Saturday, May 20, 2006

The day before i had a new guild,patch up wif kel n jie n married in maple which is gd things which seemed to kor. No way this sux totally. The only thing that im hapi is kel is nt angry wif me anymore. al this sux totally. it may seem dat me n jie patch up liao budden its stil e same. Im tired of all this. everytime we quarel is i patch up de. everytime is i say sry de. when we finally patch up kor destroy it again. im tired of all this. maple juz give my life such a big impact. all the stress it give me adds on to my life. i really hate it i wan maple to b like last time when i was low lvl when everything was fun n distress. now its adding on to my stress. everytime i go online i have to watch wad i say, i cannot say wad i wana say n have to act like im hapi when im sad. this is causing me unwanted stress. mayb if i juz quit maple everytng wil end immediately.

kor always seemed like e victim. he always say sry to me blah blah den tell jie. den everything is ruined again. no matter wad he do it seems like its casuing trouble to me. i cannot stand it anymore. i can see dat kor is trying to do his best to help me budden eevrytime he do smth he ruined it for me more. n i have to clear e mess. this really sux. kor always seem dat he care for everyone including me. but what he do actually makes me more hurt. everything, all the stress. i cannot take it. on dat day i gt married kor told jie i hate her. isn't this ruining. im sick of all this things he do. all this tiny things he think dat wun affect me. if only he would spare a thought for me before he talks. i noe kor did alot for me.

i noe dat i did wrong to him. jie was angry bcoz i shd't say im ok wif marrying him den rejecting him in the end. jie say i hurt him like mad. ok fine. im sry wif dat. budden i cannot help it wad. all this things. i was sry. i apologise. i knew wadever i do cannot help kor. now time have passed all this is already over yet jie stil blame me. what can i do. den kel told me kor did alot for me. im glad but does he noe dat the more he is gd to me e more guilty i bcome. all this things r out of my control. i cannot do anytng. yes kor treat me very gd.i can see. kel said kor wei le my hino spend alot of money n buy alot of scrolls juz to scroll it. ta diu wo hen hao. budden it doesn't mean i nid to yi shen xiang qu rite. further more our char clash. he like to avoid things n i dun like. i like to settle dem oncen forall. everything i wana settle smth he say ah dun say liao. lets say smth else. wad sia.

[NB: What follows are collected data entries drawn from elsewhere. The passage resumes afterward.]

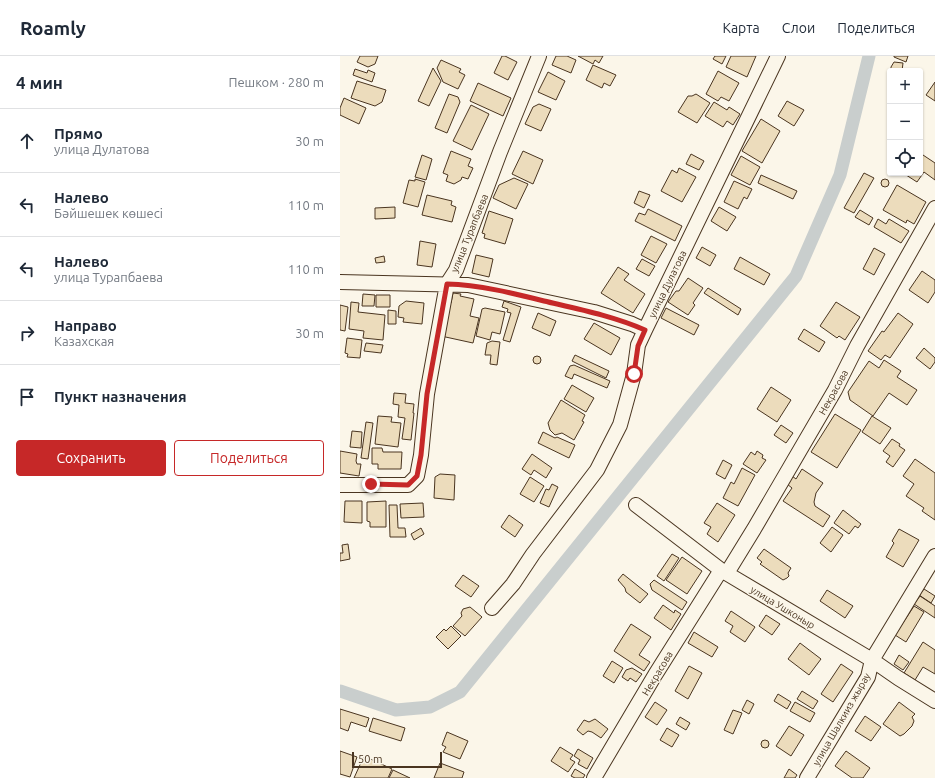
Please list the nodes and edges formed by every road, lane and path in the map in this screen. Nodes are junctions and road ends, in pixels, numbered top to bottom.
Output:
1 (539, 56) edge
2 (778, 56) edge
3 (935, 208) edge
4 (340, 282) edge
5 (447, 284) junction
6 (645, 330) junction
7 (340, 485) edge
8 (636, 505) dead end
9 (935, 556) edge
10 (724, 571) junction
11 (492, 608) dead end
12 (872, 660) junction
13 (935, 701) edge
14 (594, 778) edge
15 (807, 778) edge

1 - 5 street, улица Турапбаева
2 - 6 street, улица Дулатова
3 - 10 street, Некрасова
4 - 5 street
5 - 6 street
5 - 7 street, улица Турапбаева
6 - 11 street, улица Дулатова
8 - 10 street, улица Ушконыр
9 - 12 street, улица Шалкииз жырау
10 - 12 street, улица Ушконыр
10 - 14 street, Некрасова
12 - 13 street, улица Ушконыр
12 - 15 street, улица Шалкииз жырау

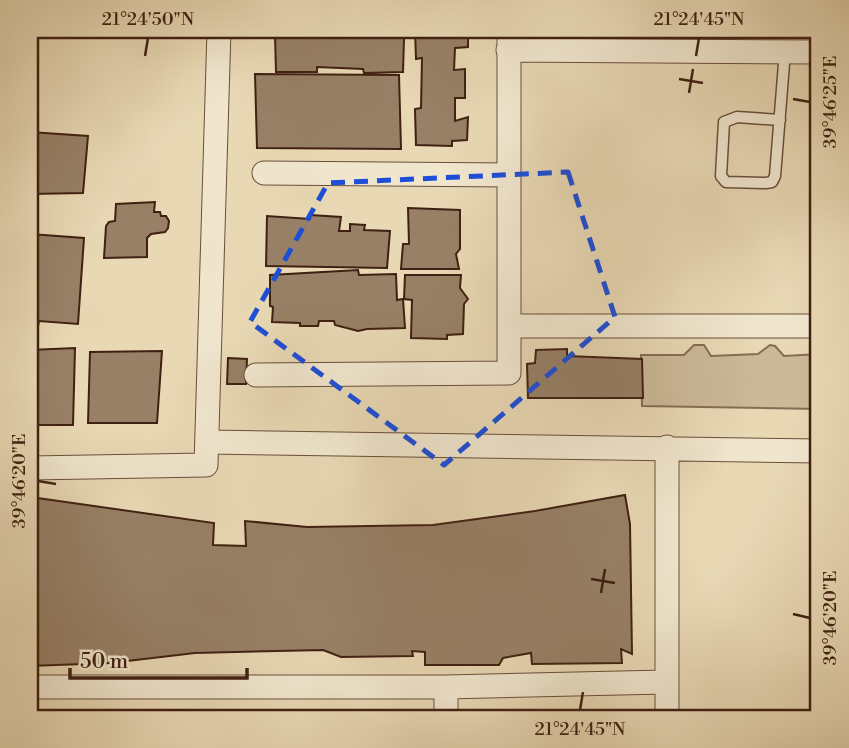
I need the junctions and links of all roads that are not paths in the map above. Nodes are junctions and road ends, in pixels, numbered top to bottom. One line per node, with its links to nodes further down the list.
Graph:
1 (219, 30): 11 (street)
2 (508, 40): 3 (street); 7 (street)
3 (785, 51): 4 (street); 5 (lane)
4 (819, 52)
5 (780, 120): 5 (lane)
6 (264, 173): 7 (street)
7 (509, 175): 8 (street)
8 (509, 326): 9 (street); 10 (street)
9 (819, 326)
10 (256, 375)
11 (208, 442): 12 (street); 14 (street)
12 (667, 447): 13 (street); 15 (street)
13 (819, 451)
14 (30, 468)
15 (666, 681): 17 (street); 19 (street)
16 (30, 687): 17 (street)
17 (446, 687): 18 (street)
18 (446, 718)
19 (667, 718)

i noe e trouble between me n jie caused alot of trouble for kel n kor. budden smtym i really wonder y isit me saying sry. why isit me when she was e one hu started it. i know we shd't we selfish we shd rang bie ren. budden all this is making my life upside down. im really stressed. my life is in turmoil. all this things is causing a great great impact on me. yet hu cares. everyone juz hav their own life to live. i hate it when jie put e blame on me without knowing e truth. i hate it when kor destroy everything n act ke lian. he is making everything more worse. but he noe. so wad he cannot change coz dats his char?

when i rejected him does he know dat all his buddies blamed me? all everyone think is dat he so ke lian. he did so much for me i stil liddat treat him blah blah. no one spared a thought for me. HE IS ALWAYS THE VICTIM no matter wad happens. n im sick of this. everytime smth happens no one helps me n i have to face it myself. e fact dat i can survive till now is a miracle. budden i cannot take it any futher.

ytd i gt all my results. sux totally. at nite my dad scolded me like mad n wanted to banned me frm using e com. fine. maybe dats a gd break frm maple. since i cannot face it lets juz avoid it. all these things. mayb one wk of nt seeing kor n jie would really help. i feel dat im going into depression. im so fed up wif my life n so sad yet i hav to act like its nth on the outside n like im very hapi. i cannot take it.

how many tears this maple game tng nia have caused me. no one noes. all this things. hu can make a end to it. mayb i shd juz tell jie our char doesn't match at all n quit her guild del her off my bl? kel n kor juz feel dat its trouble for dem dat we r quaeling. they point all e trouble to me. like its all my fault n nth is her fault. now dat we r in the same guild is more pressurizing for me. i joined jie gild hoping dat all this would b solved. no way. its nt dat easy i realise. i gave in so much isn't it time for me to do wad i really wan to do n stop thinking for others. im sick of all this n i dunwana take it anymore.